Your opinions, therefore, are formed neither in a scientific nor an economic framework. Let me be blunt: not one of you has ever actually pursued any rigorous scientific or economic course of academic study. Your educational backgrounds are wholly unrelated to the relevant fields when discussing climate science and carbon taxing schemes.

In your NYT op-ed, you write,

There is no longer any credible scientific debate about the basic facts: our world continues to warm, with the last decade the hottest in modern records, and the deep ocean warming faster than the earth’s atmosphere. Sea level is rising. Arctic Sea ice is melting years faster than projected.

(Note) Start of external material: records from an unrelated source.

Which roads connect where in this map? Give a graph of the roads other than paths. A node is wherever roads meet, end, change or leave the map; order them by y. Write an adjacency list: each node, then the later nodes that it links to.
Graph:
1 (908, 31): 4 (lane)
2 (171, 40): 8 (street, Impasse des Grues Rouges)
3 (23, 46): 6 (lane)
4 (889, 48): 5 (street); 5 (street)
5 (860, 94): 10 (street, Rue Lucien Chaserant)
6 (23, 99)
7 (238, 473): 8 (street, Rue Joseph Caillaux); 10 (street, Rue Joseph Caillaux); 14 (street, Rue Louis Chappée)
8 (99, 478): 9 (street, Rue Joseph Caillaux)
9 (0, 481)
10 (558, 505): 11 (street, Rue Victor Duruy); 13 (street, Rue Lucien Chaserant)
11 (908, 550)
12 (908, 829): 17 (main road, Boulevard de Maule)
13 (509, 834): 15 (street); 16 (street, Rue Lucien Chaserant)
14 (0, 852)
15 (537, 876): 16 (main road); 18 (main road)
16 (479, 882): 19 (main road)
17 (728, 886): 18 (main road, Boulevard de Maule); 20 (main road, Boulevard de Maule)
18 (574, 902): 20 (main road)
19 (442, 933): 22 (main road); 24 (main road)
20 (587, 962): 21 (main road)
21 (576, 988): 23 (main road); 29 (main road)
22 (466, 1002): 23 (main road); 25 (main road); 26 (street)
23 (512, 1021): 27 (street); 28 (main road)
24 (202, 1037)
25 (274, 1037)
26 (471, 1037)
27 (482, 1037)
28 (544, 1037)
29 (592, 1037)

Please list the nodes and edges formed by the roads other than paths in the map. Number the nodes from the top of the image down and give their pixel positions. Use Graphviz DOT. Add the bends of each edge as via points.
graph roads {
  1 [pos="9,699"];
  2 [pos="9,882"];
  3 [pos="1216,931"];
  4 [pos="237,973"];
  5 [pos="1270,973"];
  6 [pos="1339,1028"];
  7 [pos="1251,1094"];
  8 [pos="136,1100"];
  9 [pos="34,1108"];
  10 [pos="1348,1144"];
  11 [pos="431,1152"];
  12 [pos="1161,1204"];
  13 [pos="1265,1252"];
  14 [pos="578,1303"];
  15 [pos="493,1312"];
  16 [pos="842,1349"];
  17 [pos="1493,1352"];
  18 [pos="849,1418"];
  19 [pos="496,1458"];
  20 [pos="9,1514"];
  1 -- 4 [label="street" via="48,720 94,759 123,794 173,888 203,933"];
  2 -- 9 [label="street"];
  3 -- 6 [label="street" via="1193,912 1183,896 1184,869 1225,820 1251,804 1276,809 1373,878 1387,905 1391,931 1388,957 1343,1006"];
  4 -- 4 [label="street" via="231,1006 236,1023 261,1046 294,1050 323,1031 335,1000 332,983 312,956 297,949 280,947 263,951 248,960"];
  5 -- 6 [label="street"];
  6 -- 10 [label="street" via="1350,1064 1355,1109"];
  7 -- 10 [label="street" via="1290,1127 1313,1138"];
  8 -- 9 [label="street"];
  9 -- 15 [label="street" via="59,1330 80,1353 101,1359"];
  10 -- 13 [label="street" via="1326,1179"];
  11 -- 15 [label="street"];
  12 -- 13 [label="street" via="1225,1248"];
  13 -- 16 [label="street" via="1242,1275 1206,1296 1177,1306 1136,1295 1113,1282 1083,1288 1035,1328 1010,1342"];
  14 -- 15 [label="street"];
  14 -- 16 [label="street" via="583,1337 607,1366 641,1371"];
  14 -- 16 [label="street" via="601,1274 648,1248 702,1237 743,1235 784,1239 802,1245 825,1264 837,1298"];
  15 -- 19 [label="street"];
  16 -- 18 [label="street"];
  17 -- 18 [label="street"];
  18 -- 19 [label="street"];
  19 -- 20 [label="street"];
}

The costs of inaction are undeniable. The lines of scientific evidence grow only stronger and more numerous. And the window of time remaining to act is growing smaller: delay could mean that warming becomes “locked in.”

A market-based approach, like a carbon tax, would be the best path to reducing greenhouse-gas emissions, but that is unachievable in the current political gridlock in Washington. Dealing with this political reality, President Obama’s June climate action plan lays out achievable actions that would deliver real progress. He will use his executive powers to require reductions in the amount of carbon dioxide emitted by the nation’s power plants and spur increased investment in clean energy technology, which is inarguably the path we must follow to ensure a strong economy along with a livable climate.

Given your lack of background in the rigors of scientific study, it is inconceivable that the four of you can claim any knowledge of what debate exists in the scientific community. There is strong evidence that the warming trend to which you refer either has stopped or was, at least in part, manufactured by prominent scientists who earn enormous federal grants to come up with data supporting the theory of anthropogenic global warming.

Your claims that sea levels are rising and Arctic sea ice is “melting years faster than projected” are so full of holes that it causes one to wonder if you’ve ever read a peer-reviewed scientific study. And calling a new tax on energy a “market-based approach” ignores the enormous effects on our economy such a scheme would cause.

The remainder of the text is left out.